Seasonings are usually limited to salt and pepper before cooking. Juicy Burgers & More, which opened in Ballston Spa in 2008 and added a second location in Guilderland in 2009, uses Italian sea salt and fresh ground black pepper for seasoning. However, places such as Scarboroughs Restaurant in Schenectady and Oliver’s use no seasoning.
“We don’t season at all, so you get the full flavor of the beef,” said Scarboroughs owner Patrice Else. “It’s straight ground beef, char grilled.”
Easy does it with the spatula
Blue Ribbon burgers are cooked on a flat grill, and while this process would seem easy enough, there are certain tricks to it. Most importantly, the burger should never be pressed with the spatula, according to Menayias. Although it seems to make the burger cook faster, all it really does is squeeze out all of the juice, and thus the flavor.
“Many guys, many people, or many cooks, or many restaurants, they rush the burger to be cooked quickly,” Menayias said. “And what they do is they — especially if it’s well-done — they put weight on it, or they squeeze it with a spatula. And they squeeze the hell out of it for fast cooking, and what they’re doing, actually — the hamburger is not even cooked, but all the red, the blood, it’s being squeezed out of it, and it looks like it’s done. And if it is done, then it’s too dry, and all the natural juices are out of it.”
An important part of the cooking process is the seal that develops on the meat, which helps keep those all-important juices inside the burger. For this to happen, the temperature on the grill needs to be at least 350 degrees, but no more than 400 F.

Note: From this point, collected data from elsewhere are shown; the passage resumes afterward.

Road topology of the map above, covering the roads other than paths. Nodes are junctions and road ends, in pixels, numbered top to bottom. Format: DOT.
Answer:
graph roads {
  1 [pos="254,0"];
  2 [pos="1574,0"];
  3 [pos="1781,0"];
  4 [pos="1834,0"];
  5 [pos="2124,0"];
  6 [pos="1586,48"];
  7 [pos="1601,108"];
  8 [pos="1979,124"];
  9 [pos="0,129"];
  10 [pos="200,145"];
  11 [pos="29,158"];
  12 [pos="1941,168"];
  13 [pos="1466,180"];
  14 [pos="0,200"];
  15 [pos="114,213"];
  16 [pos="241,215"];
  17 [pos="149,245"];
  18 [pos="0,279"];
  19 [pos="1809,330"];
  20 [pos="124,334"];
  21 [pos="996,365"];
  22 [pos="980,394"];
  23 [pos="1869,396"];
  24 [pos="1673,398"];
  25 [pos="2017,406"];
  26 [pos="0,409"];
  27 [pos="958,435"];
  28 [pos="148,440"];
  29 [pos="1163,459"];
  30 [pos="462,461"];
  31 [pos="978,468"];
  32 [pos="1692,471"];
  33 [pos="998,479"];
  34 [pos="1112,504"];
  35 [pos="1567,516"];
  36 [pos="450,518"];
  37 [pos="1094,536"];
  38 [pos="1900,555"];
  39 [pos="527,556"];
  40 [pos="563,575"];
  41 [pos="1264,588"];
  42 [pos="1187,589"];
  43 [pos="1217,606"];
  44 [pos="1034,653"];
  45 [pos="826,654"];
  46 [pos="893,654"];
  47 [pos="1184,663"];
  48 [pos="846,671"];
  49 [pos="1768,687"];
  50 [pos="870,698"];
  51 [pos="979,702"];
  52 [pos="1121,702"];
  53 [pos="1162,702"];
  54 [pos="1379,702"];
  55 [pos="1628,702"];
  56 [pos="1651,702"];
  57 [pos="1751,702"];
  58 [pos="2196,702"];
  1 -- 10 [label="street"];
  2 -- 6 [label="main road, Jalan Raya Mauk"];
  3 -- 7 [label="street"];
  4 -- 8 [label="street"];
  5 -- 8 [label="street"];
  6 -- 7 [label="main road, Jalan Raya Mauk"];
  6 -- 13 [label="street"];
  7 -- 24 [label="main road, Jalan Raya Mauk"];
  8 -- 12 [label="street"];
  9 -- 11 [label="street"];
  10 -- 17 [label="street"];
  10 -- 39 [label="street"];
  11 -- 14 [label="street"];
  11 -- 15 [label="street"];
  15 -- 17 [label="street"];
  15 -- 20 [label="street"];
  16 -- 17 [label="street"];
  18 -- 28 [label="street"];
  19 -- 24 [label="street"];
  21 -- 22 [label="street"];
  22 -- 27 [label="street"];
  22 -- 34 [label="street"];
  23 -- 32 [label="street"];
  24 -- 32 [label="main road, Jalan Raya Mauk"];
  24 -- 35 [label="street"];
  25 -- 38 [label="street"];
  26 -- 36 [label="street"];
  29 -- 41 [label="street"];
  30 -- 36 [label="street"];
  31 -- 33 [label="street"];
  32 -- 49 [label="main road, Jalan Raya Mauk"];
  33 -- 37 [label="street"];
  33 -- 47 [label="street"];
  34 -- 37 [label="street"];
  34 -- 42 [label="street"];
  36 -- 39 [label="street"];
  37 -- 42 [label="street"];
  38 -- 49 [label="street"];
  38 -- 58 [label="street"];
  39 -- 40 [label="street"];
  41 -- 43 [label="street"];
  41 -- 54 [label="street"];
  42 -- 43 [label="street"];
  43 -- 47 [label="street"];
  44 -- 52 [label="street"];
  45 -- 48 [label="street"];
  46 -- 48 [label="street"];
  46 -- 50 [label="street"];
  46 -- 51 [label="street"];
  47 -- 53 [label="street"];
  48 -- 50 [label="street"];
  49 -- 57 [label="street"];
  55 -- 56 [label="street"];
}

“Like any other meat, if your fire or your grill surface is less than 350, then what happens to the meat — especially with a burger or steak — it’s not getting sealed,” Menayias said. “And when you try to flip it or turn it, it gets stuck on the grill. … What happens when the hamburger sticks, it creates open surfaces on the burger, open surfaces on the meat, like lines, because the sticky part stays on the grill, so it creates mini-holes, and all the natural juices drop through the holes.”
The chefs at Circus Cafe divide cooking time between a char grill and a flat-top grill, creating a mix of both methods of cooking.
“We start them on the char and finish on the flat-top, so it’s not that total char taste,” MacLean said. “You get the crunch from the char, but the juiciness from the flat-top. That’s really the secret of our burger.”
‘You have to cook with love’
Bobby Mitchell, owner of Juicy Burgers, started his small franchise with the goal of upping the quality of a typical fast-food burger. Although the restaurant is set up like a fast-food establishment, the burgers are cooked anywhere from rare to well-done depending on your liking. The burgers are cooked in a broiler, but Mitchell was tight-lipped about the actual process.
“There are things that we don’t do that we don’t believe in — certain cooking aspects that other people do that we don’t,” Mitchell said. “That’s our secret.”
However, he did reveal the most important ingredient in the Juicy Burgers recipe.
“You have to cook with love, or else it’s not going to be a burger, a good burger,” Mitchell said. “You have to have passion for what you do. You need to surround yourself with competent people. Without that, you don’t have a restaurant, and you sure don’t have a good burger.”